Rising crude oil prices resulting into the concerns regarding return of above $100 per barrel mark. Oil producing nations would celebrate the breach of mark but it bodes badly for oil importing nations.
Last week, The U.S. President Donald Trump in a speech in U.N. assembly reiterated regarding impending sanctions on Iran. The U.S. sanctions would come into effect from November 5th which means India if comply with sanctions would be more dependent on Middle East countries like Saudi.
Indian refiners are already planning not to buy oil from Iran starting November. The sanctions on Iranian oil are credit negative for Indian refiners because their supplier concentration will increase after the sanctions take effect.
What does it mean for global growth? Higher oil prices would hurt household incomes and consumer spending, but the impact would vary. Europe is vulnerable given that many of the region’s countries are oil importers. China is the world’s biggest importer of oil and could expect an uptick in inflation.
Can the world economy absorb oil at $100? $ 100 per barrel certainly would impact world economy including India but impact would not be as severe as it was in 2011-2013.

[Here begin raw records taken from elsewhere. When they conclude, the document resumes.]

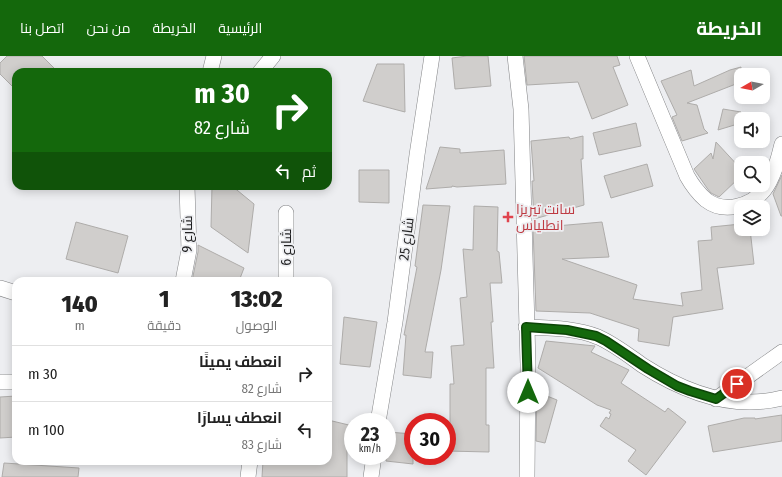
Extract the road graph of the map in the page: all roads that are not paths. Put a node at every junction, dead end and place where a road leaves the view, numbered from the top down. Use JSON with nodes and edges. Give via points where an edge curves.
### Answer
{"nodes":[{"id":1,"x":214,"y":56,"type":"edge"},
{"id":2,"x":273,"y":56,"type":"edge"},
{"id":3,"x":432,"y":56,"type":"edge"},
{"id":4,"x":514,"y":56,"type":"edge"},
{"id":5,"x":637,"y":56,"type":"edge"},
{"id":6,"x":211,"y":68,"type":"edge"},
{"id":7,"x":263,"y":68,"type":"edge"},
{"id":8,"x":782,"y":144,"type":"edge"},
{"id":9,"x":187,"y":190,"type":"edge"},
{"id":10,"x":286,"y":213,"type":"dead end"},
{"id":11,"x":184,"y":277,"type":"edge"},
{"id":12,"x":286,"y":277,"type":"edge"},
{"id":13,"x":0,"y":288,"type":"edge"},
{"id":14,"x":12,"y":291,"type":"edge"},
{"id":15,"x":526,"y":327,"type":"junction"},
{"id":16,"x":782,"y":352,"type":"edge"},
{"id":17,"x":0,"y":382,"type":"edge"},
{"id":18,"x":12,"y":382,"type":"edge"},
{"id":19,"x":782,"y":398,"type":"edge"},
{"id":20,"x":716,"y":399,"type":"junction"},
{"id":21,"x":380,"y":413,"type":"edge"},
{"id":22,"x":250,"y":465,"type":"edge"},
{"id":23,"x":373,"y":465,"type":"edge"},
{"id":24,"x":248,"y":477,"type":"edge"},
{"id":25,"x":371,"y":477,"type":"edge"},
{"id":26,"x":527,"y":477,"type":"edge"}],
"edges":[{"from":1,"to":6,"type":"street"},
{"from":2,"to":7,"type":"street"},
{"from":3,"to":21,"type":"street","name":"شارع 25","via":[[395,322]]},
{"from":4,"to":15,"type":"street","via":[[521,109]]},
{"from":5,"to":8,"type":"street","via":[[687,176],[696,190],[708,201],[722,207],[738,207],[753,201],[769,182]]},
{"from":9,"to":11,"type":"street","name":"شارع 9","via":[[189,250]]},
{"from":10,"to":12,"type":"street","name":"شارع 6"},
{"from":13,"to":14,"type":"street"},
{"from":15,"to":20,"type":"street","via":[[567,330],[596,336],[677,386]]},
{"from":15,"to":26,"type":"street"},
{"from":16,"to":20,"type":"street"},
{"from":17,"to":18,"type":"street"},
{"from":19,"to":20,"type":"street","via":[[747,403]]},
{"from":22,"to":24,"type":"street"},
{"from":23,"to":25,"type":"street"}]}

- Higher General Prices: Overall prices of goods are higher than compared to 2011-2013 which means impact would be lower.
- The Shale Gas revolution: The shale gas revolution would also reduce the impact of high crude oil prices.
Who wins from higher oil prices? Middle East countries, Nigeria and Colombia set to be the biggest gainers.
Who Loses? India, China, Taiwan, Chile, Turkey, Egypt and Ukraine are among the nations who would take a hit. Paying more for oil will pressure current accounts and make economies more vulnerable to rising U.S. interest rates.
What does it mean for world’s biggest economy? A run-up in oil prices poses a lot less of a risk to the U.S. than it used to, thanks to the boom in shale oil production.
Effects of rising crude oil prices on Indian economy.
- Inflation: Higher crude oil prices would push prices in general goods market higher.
- Impact on Rupee: Rupee could further depreciate
- Fiscal Deficit: Higher prices will have adverse impact on fiscal deficit.
- Current Account Deficit: Higher import bill in conjunction with depreciated rupee means higher current account deficit.
- Impact on Mid-Cap companies: As rupee depreciating there is trend of selling shares of mid cap companies.